Custos disparam e empresas assumem gastos com saúde
17/09/2019

Para enfrentar o aumento desenfreado da conta dos planos de saúde, as empresas que concedem o benefício aos seus funcionários trocaram de operadora, reduziram a rede credenciada ou aumentaram a coparticipação. Foram medidas paliativas e não resolveram o problema, que deve se agravar neste ano com reajuste médio previsto de 17%. Diante desse cenário, mesmo sem desistir dos planos, empresas como Ambev, Hospital Oswaldo Cruz, GE, McDonald’s, Pirelli e Santander passaram a gerenciar diretamente a saúde de funcionários e dependentes. Conseguiram reduzir muito o custo do convênio e, em alguns casos, hoje gastam menos do que há cinco anos.

A Ambev, que em 2014 gastava R$ 350 milhões com o convênio dos funcionários, hoje despende R$ 260 milhões. Nesse valor, estão a conta do convênio e de outras ações adotadas para melhorar a saúde dos empregados. “Se continuássemos na curva de crescimento de gastos que tinhamos em 2014, seríamos obrigados a vender patrimônio em 2022 para arcar com o plano de saúde”, disse Edson Carlos De Marchi, diretor da Fundação Zerrenner, acionista da Ambev e que paga o convênio médico de 75 mil funcionários e dependentes da cervejaria.

Essas companhias têm em comum algumas práticas: investem em atendimento primário, têm ambulatórios próprios, fazem gestão de dados da saúde dos funcionários, criam convênios médicos com uma rede credenciada modelada conforme as necessidades dos empregados e arcam com procedimentos médicos de alto custo não cobertos pelos planos.

O uso de inteligência de dados foi adotado pelo McDonald’s, que gastava R$ 11 milhões com partos e UTI Neonatal. O custo com internações de grávidas caiu para R$ 3 milhões depois da identificação de que os maiores gastos ocorriam com gestantes que faziam menos de quatro consultas pré-natal.

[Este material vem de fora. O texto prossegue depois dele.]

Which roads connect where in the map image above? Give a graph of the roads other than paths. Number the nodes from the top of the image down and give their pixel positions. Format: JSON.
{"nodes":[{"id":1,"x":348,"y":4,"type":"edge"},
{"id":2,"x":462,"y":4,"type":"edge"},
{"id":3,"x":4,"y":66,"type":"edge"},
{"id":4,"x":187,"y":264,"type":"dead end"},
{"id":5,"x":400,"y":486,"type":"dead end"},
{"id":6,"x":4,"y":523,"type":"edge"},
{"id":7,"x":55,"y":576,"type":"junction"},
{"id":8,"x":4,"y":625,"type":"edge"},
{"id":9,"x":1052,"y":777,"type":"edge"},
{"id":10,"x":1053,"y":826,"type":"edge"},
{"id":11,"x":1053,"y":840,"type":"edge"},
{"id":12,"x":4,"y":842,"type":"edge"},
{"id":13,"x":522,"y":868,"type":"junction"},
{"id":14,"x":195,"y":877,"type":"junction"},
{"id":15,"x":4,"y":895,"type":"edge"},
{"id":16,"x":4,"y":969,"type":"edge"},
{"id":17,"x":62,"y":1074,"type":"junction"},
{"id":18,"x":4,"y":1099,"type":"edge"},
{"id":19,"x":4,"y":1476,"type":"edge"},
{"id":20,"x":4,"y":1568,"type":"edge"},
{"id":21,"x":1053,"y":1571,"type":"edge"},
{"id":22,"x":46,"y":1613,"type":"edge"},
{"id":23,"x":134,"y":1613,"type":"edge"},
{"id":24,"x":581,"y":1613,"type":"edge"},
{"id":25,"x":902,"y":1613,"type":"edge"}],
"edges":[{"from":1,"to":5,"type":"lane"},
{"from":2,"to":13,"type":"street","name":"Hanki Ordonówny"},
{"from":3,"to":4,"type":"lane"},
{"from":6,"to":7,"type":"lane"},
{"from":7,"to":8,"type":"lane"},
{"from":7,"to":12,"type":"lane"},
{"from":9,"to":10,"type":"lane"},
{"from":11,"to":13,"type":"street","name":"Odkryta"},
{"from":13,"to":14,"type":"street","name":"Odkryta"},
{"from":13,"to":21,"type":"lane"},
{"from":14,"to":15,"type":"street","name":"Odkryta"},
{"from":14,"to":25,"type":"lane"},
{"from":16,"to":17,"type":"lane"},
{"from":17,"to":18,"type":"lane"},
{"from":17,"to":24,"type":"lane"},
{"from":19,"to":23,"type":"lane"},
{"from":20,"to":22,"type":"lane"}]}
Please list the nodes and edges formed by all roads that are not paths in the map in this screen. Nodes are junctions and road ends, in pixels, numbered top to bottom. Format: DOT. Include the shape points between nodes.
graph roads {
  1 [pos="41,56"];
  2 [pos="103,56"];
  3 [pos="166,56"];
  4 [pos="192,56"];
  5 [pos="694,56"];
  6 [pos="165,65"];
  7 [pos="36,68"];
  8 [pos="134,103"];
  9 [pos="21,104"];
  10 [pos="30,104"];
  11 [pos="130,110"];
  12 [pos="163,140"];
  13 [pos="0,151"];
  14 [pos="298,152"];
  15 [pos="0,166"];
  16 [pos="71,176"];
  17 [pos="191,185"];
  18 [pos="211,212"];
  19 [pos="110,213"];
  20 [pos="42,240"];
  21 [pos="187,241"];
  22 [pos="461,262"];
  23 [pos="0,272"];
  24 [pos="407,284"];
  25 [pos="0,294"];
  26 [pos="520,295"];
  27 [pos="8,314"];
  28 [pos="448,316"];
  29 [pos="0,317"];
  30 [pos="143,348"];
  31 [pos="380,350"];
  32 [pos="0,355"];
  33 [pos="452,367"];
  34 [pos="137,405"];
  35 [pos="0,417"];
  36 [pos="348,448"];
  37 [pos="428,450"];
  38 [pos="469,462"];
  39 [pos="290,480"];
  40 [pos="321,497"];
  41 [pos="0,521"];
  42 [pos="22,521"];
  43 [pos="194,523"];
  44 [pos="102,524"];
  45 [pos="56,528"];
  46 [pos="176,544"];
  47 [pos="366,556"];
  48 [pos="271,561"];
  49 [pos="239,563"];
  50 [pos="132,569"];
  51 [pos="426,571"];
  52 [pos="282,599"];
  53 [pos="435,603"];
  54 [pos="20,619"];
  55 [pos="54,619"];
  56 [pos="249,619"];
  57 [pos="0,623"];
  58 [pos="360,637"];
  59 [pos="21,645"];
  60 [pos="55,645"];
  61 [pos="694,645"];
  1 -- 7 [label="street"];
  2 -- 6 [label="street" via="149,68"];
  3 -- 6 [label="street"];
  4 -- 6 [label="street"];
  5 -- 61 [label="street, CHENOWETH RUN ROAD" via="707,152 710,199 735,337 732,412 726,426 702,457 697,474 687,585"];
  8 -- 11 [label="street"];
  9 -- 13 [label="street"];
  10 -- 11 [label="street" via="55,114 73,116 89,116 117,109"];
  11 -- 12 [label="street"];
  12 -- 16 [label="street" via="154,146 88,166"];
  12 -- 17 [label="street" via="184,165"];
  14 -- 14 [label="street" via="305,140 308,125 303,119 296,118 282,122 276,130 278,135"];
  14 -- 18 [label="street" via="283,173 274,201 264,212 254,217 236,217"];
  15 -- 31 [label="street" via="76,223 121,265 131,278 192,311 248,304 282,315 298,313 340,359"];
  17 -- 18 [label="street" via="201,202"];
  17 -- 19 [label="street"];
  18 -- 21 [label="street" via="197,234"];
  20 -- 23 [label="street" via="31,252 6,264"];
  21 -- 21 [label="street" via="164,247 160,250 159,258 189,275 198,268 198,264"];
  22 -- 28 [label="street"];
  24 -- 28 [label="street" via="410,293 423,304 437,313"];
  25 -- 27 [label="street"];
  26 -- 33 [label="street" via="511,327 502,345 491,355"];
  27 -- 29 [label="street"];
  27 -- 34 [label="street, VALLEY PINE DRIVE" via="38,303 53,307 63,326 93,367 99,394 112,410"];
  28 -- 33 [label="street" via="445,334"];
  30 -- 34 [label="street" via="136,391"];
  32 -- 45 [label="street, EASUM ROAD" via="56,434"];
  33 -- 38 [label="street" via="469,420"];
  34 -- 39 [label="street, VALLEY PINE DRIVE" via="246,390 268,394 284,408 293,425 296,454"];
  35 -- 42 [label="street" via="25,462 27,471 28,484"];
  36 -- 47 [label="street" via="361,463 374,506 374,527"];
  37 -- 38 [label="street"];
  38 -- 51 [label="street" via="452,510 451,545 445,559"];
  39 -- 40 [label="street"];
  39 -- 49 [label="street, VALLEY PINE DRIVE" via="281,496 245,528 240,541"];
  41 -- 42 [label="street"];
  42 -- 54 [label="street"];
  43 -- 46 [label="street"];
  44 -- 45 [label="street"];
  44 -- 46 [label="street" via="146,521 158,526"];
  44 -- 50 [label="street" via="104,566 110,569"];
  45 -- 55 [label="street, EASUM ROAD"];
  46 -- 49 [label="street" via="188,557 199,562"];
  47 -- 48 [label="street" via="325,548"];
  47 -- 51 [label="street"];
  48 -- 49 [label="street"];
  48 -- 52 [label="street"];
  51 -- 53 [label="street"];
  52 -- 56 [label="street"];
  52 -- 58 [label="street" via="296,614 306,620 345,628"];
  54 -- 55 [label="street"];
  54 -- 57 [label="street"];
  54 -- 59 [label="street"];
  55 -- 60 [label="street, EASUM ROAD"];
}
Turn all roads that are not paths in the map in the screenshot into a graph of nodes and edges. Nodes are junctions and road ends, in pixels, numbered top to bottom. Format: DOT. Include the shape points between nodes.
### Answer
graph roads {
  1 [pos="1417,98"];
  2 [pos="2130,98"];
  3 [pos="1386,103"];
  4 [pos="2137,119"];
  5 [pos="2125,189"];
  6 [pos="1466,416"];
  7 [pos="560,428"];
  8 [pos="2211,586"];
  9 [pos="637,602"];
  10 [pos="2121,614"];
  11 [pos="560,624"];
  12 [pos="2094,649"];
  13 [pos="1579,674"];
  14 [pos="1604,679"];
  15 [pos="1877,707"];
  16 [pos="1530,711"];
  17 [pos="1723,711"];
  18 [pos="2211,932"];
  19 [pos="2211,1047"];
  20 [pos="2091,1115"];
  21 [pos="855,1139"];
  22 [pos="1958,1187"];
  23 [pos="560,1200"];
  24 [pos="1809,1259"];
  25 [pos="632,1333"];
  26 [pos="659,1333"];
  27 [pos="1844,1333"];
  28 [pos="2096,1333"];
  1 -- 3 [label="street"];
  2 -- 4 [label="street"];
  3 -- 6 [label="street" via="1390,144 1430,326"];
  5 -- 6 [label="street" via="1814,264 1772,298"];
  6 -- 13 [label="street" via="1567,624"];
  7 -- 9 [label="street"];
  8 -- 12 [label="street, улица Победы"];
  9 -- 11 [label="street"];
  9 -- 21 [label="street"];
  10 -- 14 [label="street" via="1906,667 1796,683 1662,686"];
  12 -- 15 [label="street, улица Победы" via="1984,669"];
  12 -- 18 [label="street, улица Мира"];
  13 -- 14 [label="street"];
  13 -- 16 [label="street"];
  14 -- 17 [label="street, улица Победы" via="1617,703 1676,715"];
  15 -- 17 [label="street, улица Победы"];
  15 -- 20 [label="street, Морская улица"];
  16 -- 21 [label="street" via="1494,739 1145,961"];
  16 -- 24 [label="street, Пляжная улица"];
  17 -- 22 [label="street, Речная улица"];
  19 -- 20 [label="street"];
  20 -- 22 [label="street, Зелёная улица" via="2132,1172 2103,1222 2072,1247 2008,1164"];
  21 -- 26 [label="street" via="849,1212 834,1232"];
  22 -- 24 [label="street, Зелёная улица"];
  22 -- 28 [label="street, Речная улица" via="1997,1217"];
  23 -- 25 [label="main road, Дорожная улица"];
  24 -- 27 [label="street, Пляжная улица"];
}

O Santander, com 100 mil usuários, reduziu seus gastos promovendo alimentação saudável, incentivo ao esporte, vacinação gratuita e a criação de uma unidade hospitalar dentro da sede. A Pirelli também adotou ações para manter a saúde dos funcionários em vez de tratar a doença. E o custo do plano de saúde caiu 8% neste ano.